Here, Ferguson asserts the unconsciousness instruction was warranted by evidence of his excessive drinking on the day of the car accident and in the months leading up to the accident. He had been drinking throughout the day with fellow Marines, and was becoming increasingly belligerent. Ferguson fell asleep a few times during the day and when he awoke he repeatedly told his friends he wanted to drive himself home. Ferguson showed little emotion in response to his friend's first proposal that other Marines would drive him home and follow in a second car in which they could return to base. Ferguson told Kaser–Boyd he often began drinking early in the day and would sometimes drink until he passed out. Ferguson's blood alcohol content was between .16 percent and .21 percent at the time of the accident.
While the evidence upon which Ferguson relies certainly supports the conclusion he was intoxicated and his intoxication caused him to make extremely poor choices, it cannot support a conclusion he was unconscious at the time of the accident or that he lacked awareness of his actions leading up to the accident.
Preliminarily, we note that although Ferguson's wife normally took him to and picked him up from work, on this occasion Ferguson drove himself to work. Accordingly, Ferguson began consuming alcohol that day knowing he was going to have to, at some point, drive himself home. Ferguson was drinking throughout the afternoon, but by all accounts several hours had passed from when Ferguson quit drinking until he drove off base that night. During that time he was trying to sober himself up by drinking water and sleeping. Ferguson repeatedly asked for his car keys, which his friends had taken away from him, and insisted to them he was safe to drive.
Ferguson then had the presence of mind to concoct at least two schemes for getting his keys. First, he asked Henexson for the keys so he could get something out of the car. But Henexson was not so easily duped, and he insisted on escorting Ferguson to the car and keeping Ferguson's keys. There, Ferguson simply shuffled some things around but retrieved nothing. Ferguson then indicated to Henexson he was returning to Suprise's room to sleep, telling Henexson he wanted his keys back first thing in the morning.
Ferguson then turned on Suprise, asking him to get the car keys from Henexson and drive him home, saying he would drive Suprise back to base in the morning. When Suprise balked, Ferguson pulled rank on Suprise. After Suprise retrieved the car keys from Henexson, promising he, not Ferguson, was going to drive, Ferguson again pulled rank on Suprise and demanded the keys.

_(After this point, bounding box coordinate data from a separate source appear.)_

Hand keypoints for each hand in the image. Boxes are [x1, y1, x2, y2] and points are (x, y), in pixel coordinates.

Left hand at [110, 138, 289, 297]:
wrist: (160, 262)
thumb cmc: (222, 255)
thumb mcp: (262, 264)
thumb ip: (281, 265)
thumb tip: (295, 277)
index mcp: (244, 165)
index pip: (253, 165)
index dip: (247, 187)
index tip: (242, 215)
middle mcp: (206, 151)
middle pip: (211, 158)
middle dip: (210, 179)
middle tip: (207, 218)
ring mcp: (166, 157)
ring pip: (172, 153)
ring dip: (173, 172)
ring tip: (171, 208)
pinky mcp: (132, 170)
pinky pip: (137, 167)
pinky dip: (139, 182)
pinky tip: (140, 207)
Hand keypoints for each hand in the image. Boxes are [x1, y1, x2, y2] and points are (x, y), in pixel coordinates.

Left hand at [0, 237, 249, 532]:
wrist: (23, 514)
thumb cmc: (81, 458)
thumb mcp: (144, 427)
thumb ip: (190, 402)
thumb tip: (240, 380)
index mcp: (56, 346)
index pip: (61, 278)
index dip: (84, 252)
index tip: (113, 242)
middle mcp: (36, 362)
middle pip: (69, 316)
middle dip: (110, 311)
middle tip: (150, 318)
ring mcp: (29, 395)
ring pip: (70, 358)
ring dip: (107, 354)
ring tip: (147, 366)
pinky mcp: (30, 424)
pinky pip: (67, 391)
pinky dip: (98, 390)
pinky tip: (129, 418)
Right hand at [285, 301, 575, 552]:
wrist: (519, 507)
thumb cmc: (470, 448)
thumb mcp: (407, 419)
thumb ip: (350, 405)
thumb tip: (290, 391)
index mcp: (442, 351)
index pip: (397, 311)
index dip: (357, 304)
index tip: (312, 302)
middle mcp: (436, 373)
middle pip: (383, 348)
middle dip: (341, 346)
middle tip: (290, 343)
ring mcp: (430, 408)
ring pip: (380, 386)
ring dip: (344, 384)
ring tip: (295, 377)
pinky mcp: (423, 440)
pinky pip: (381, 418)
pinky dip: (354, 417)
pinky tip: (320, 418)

A witness who saw Ferguson right after the accident said he looked “normal,” although he was disoriented and confused “like a person [who] was just in an accident.” The car's event data recorder indicated Ferguson had been rapidly accelerating but then lifted his foot off the accelerator an instant before hitting the Seins's car, suggesting he saw the car before he hit it and was attempting to avert the collision. When Zeeman interviewed Ferguson about two hours after the accident, Ferguson appeared intoxicated but did not seem confused and was able to respond to Zeeman's questions. Although Ferguson did not remember the accident, he was able to explain to Zeeman what he was doing (driving to his home in Santa Ana from Camp Pendleton) and could give Zeeman a detailed description of the route he would normally drive (although he had taken a wrong turn somewhere along the way).

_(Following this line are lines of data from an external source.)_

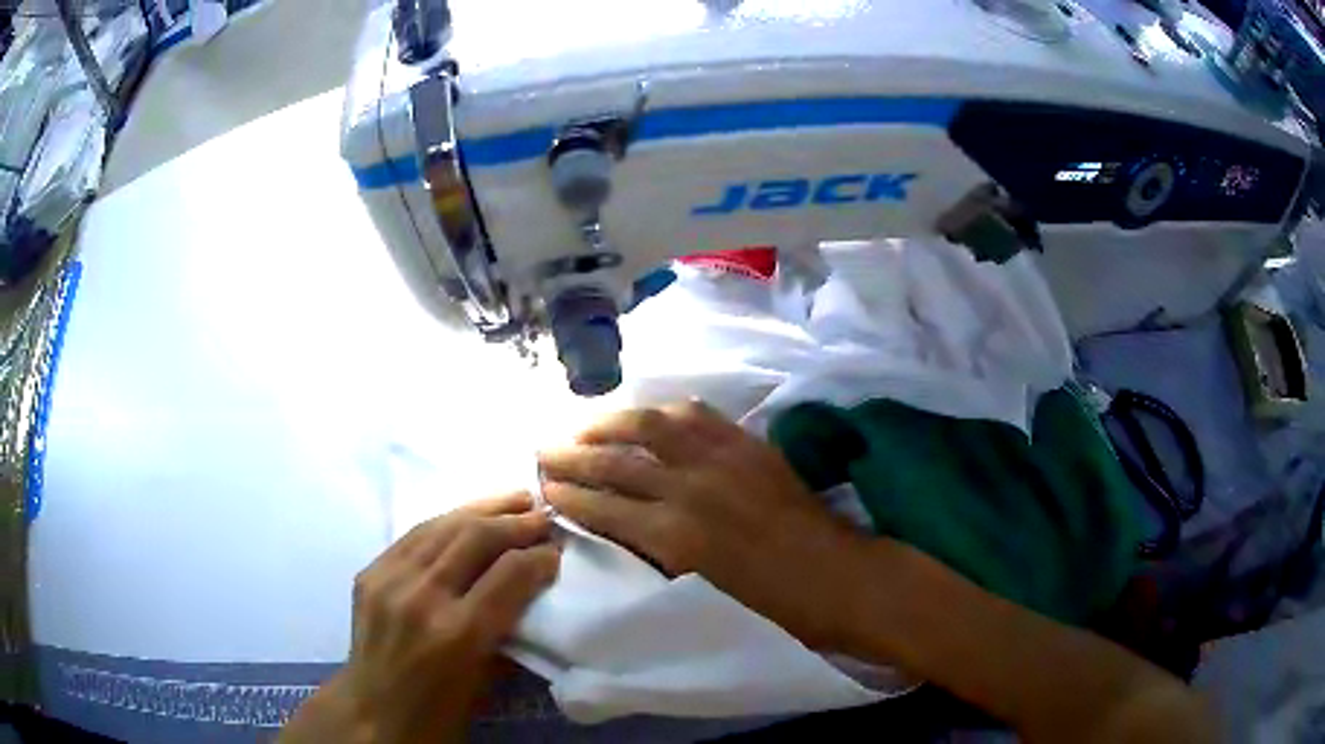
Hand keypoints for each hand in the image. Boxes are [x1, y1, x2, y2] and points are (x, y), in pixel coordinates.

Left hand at [280, 493, 559, 743]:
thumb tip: (532, 586)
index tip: (557, 551)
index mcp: (458, 634)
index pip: (510, 574)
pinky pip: (414, 535)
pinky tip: (466, 516)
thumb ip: (508, 629)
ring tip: (513, 500)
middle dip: (517, 522)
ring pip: (443, 525)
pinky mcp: (370, 572)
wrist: (372, 712)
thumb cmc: (440, 710)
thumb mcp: (487, 679)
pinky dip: (447, 522)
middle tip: (543, 515)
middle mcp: (422, 597)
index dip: (539, 556)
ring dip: (483, 509)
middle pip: (476, 537)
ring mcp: (389, 579)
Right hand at [538, 401, 886, 651]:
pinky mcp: (749, 445)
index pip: (605, 506)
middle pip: (617, 462)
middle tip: (545, 450)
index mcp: (676, 536)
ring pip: (652, 426)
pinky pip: (698, 416)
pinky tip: (650, 414)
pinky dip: (666, 411)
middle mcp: (691, 488)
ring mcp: (722, 458)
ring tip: (586, 425)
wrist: (839, 579)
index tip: (543, 484)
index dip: (569, 494)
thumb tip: (623, 531)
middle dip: (574, 455)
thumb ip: (658, 557)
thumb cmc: (772, 608)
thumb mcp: (702, 594)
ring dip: (612, 423)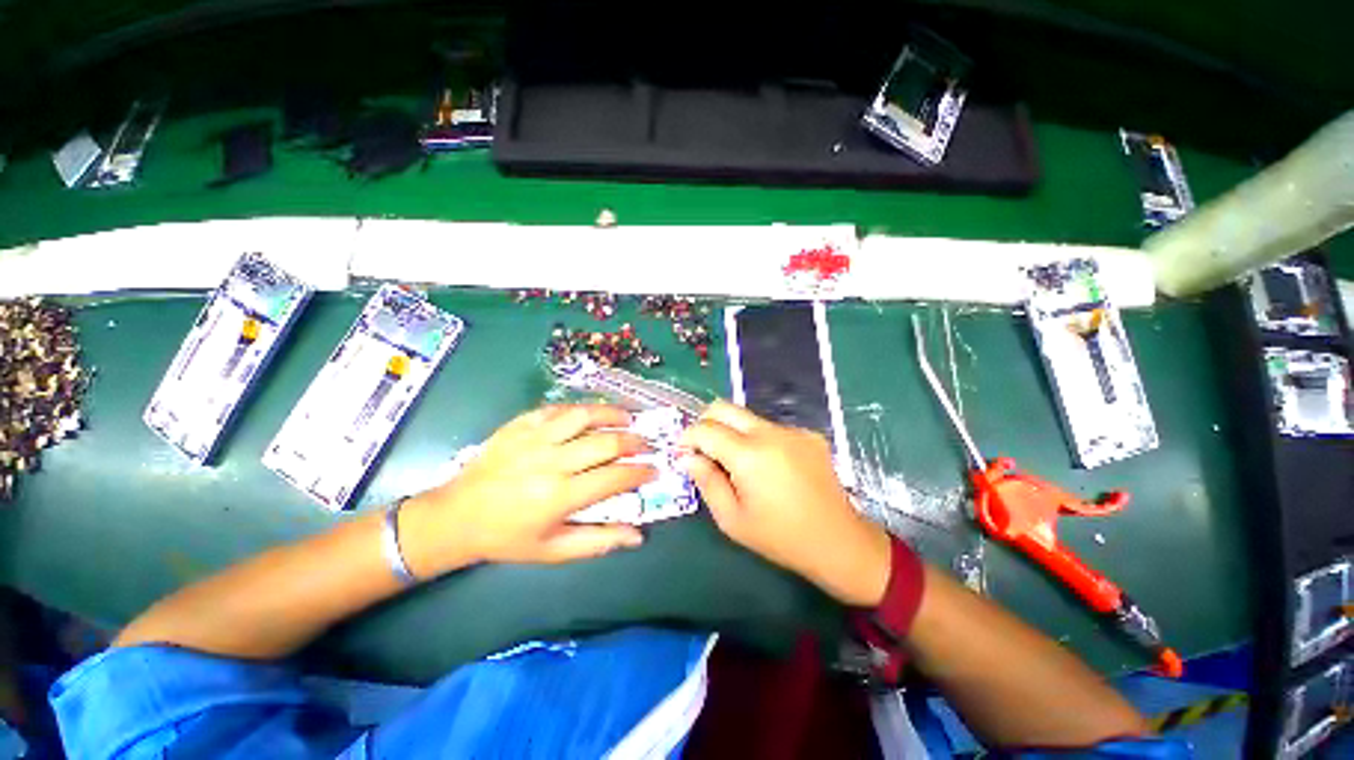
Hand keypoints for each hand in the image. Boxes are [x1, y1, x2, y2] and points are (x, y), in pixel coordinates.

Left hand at [399, 404, 656, 577]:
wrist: (457, 515)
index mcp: (560, 496)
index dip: (641, 472)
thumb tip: (637, 536)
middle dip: (635, 442)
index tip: (655, 469)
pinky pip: (559, 408)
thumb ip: (598, 541)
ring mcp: (535, 438)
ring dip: (613, 414)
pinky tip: (593, 414)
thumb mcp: (553, 550)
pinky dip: (582, 409)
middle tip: (647, 444)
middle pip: (606, 442)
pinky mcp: (521, 424)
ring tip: (629, 419)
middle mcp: (551, 462)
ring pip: (585, 416)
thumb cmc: (508, 537)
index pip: (615, 477)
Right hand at [680, 401, 891, 606]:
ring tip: (737, 463)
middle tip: (702, 448)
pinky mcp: (809, 434)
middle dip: (705, 422)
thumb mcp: (732, 519)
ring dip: (733, 432)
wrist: (838, 542)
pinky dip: (758, 440)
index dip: (687, 437)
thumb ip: (706, 481)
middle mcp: (771, 433)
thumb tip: (687, 457)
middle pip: (725, 407)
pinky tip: (769, 467)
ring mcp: (793, 430)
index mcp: (749, 455)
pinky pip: (771, 428)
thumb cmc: (779, 537)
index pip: (706, 429)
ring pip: (748, 417)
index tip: (682, 452)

In short, the trial court did not err by refusing to instruct on unconsciousness due to voluntary intoxication. The uncontroverted facts were that Ferguson was aware he was intoxicated, was attempting to sober up, and was focused on getting himself home. He was capable of devising plans to dupe his fellow Marine into retrieving his car keys. He drove a substantial distance prior to the accident without apparent incident. There was insufficient evidence “deserving of consideration that [he] was unconscious due to voluntary intoxication” (Halvorsen, supra, 42 Cal.4th at p. 418, 64 Cal.Rptr.3d 721, 165 P.3d 512), when the accident occurred.
2. Admissibility of Event Data Recorder
Ferguson contends the trial court erred by denying his motion to exclude any evidence concerning information obtained from the event data recorder retrieved from his car pursuant to a search warrant. The prosecution's expert testified the event data recorder recovered from Ferguson's vehicle indicated his car was accelerating before he hit the Seins's car. Ferguson's car was traveling at 75 miles per hour, but acceleration had stopped one-tenth of a second before impact. Ferguson argues the evidence was inadmissible under Vehicle Code section 9951. We disagree.

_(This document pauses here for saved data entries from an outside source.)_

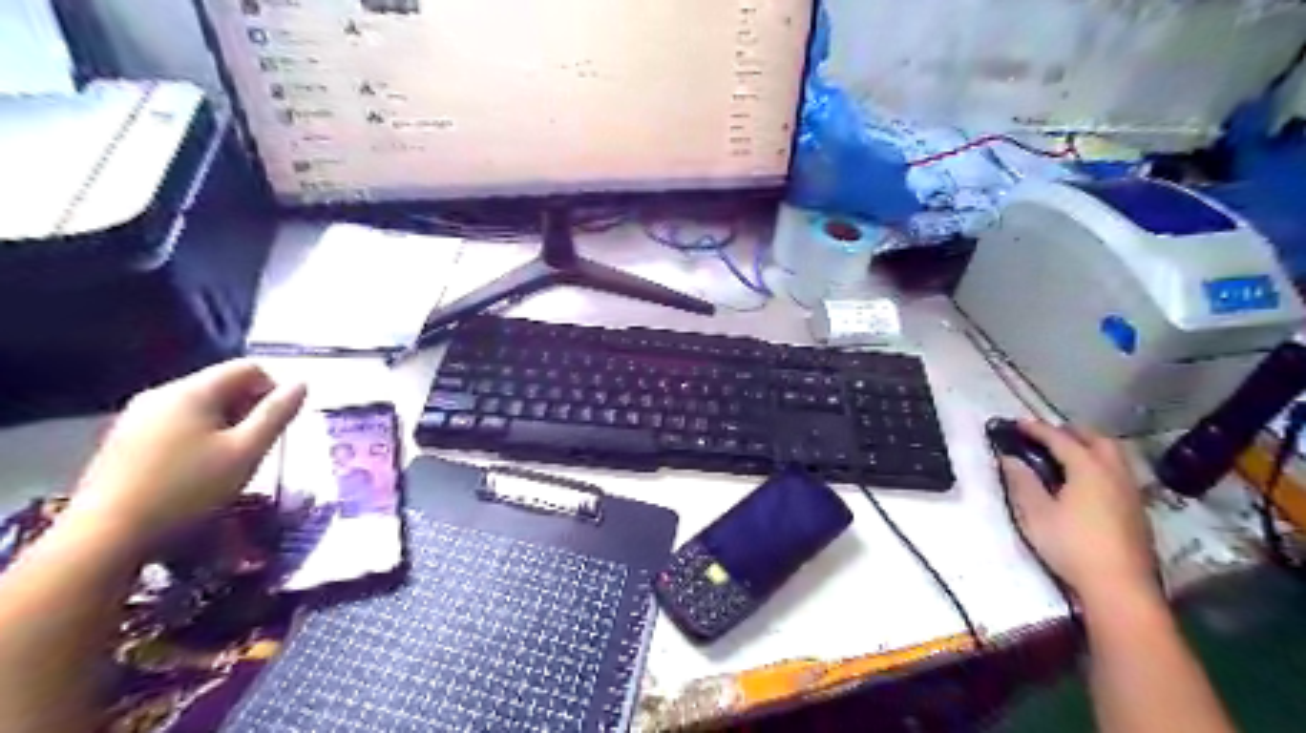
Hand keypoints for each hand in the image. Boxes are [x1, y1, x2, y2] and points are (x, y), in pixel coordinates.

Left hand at [68, 360, 310, 549]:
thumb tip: (302, 383)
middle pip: (222, 385)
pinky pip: (175, 425)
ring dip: (224, 426)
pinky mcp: (123, 441)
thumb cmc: (189, 489)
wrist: (106, 537)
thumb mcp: (247, 451)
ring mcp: (136, 417)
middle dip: (249, 410)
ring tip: (229, 462)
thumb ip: (277, 413)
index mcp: (193, 391)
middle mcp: (161, 394)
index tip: (278, 425)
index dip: (274, 390)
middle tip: (257, 447)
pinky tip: (195, 472)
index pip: (248, 368)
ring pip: (199, 407)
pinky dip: (197, 439)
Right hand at [1004, 421, 1157, 602]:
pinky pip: (1119, 474)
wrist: (1119, 587)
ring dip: (1090, 448)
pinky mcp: (1137, 511)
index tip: (1017, 424)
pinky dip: (1101, 466)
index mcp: (1088, 468)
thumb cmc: (1072, 545)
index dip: (1037, 429)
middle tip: (1048, 435)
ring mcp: (1131, 492)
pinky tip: (1087, 483)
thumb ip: (1022, 482)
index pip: (1061, 439)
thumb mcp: (1036, 513)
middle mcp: (1114, 473)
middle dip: (1072, 432)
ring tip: (1068, 455)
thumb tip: (1009, 459)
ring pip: (1114, 456)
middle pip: (1097, 440)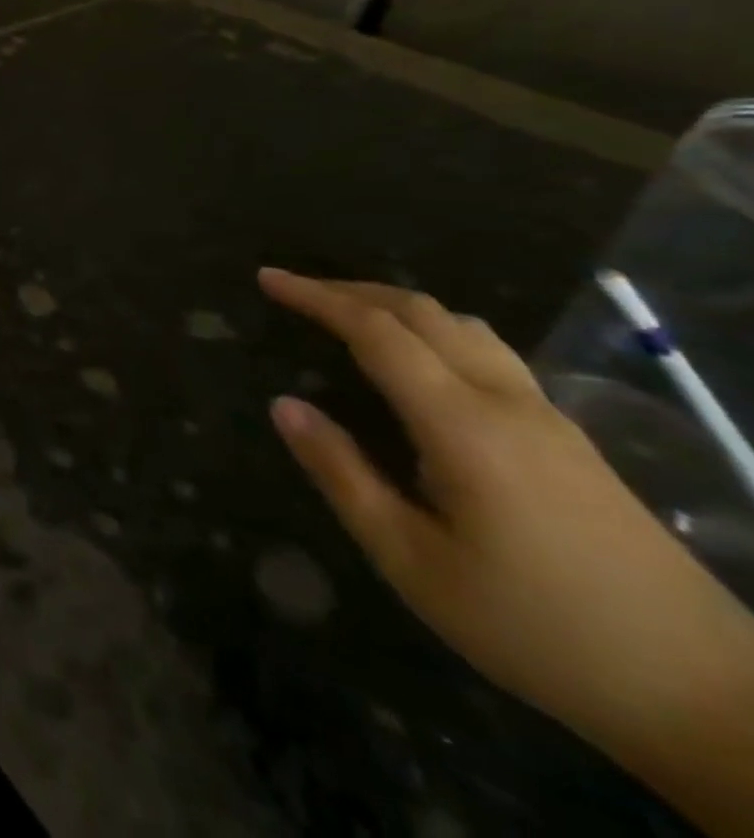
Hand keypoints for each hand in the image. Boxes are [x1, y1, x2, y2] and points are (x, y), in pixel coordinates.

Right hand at [259, 268, 753, 810]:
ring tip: (347, 315)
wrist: (707, 696)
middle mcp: (506, 402)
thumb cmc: (535, 628)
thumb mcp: (412, 562)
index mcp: (461, 425)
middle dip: (350, 289)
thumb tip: (283, 405)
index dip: (316, 297)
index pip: (376, 331)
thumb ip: (342, 474)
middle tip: (293, 290)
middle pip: (422, 312)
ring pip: (463, 326)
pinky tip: (419, 361)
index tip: (267, 278)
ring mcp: (547, 417)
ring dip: (395, 305)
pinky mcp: (569, 439)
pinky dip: (433, 330)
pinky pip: (489, 352)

“Except as otherwise provided by statute, all relevant evidence is admissible.” (Evid.Code, § 351.) Ferguson argues Vehicle Code section 9951, subdivision (d), precludes admission of information obtained from an event data recorder in a judicial proceeding because it specifically limits use of the data to the “motor vehicle safety and medical research communities to advance motor vehicle safety․”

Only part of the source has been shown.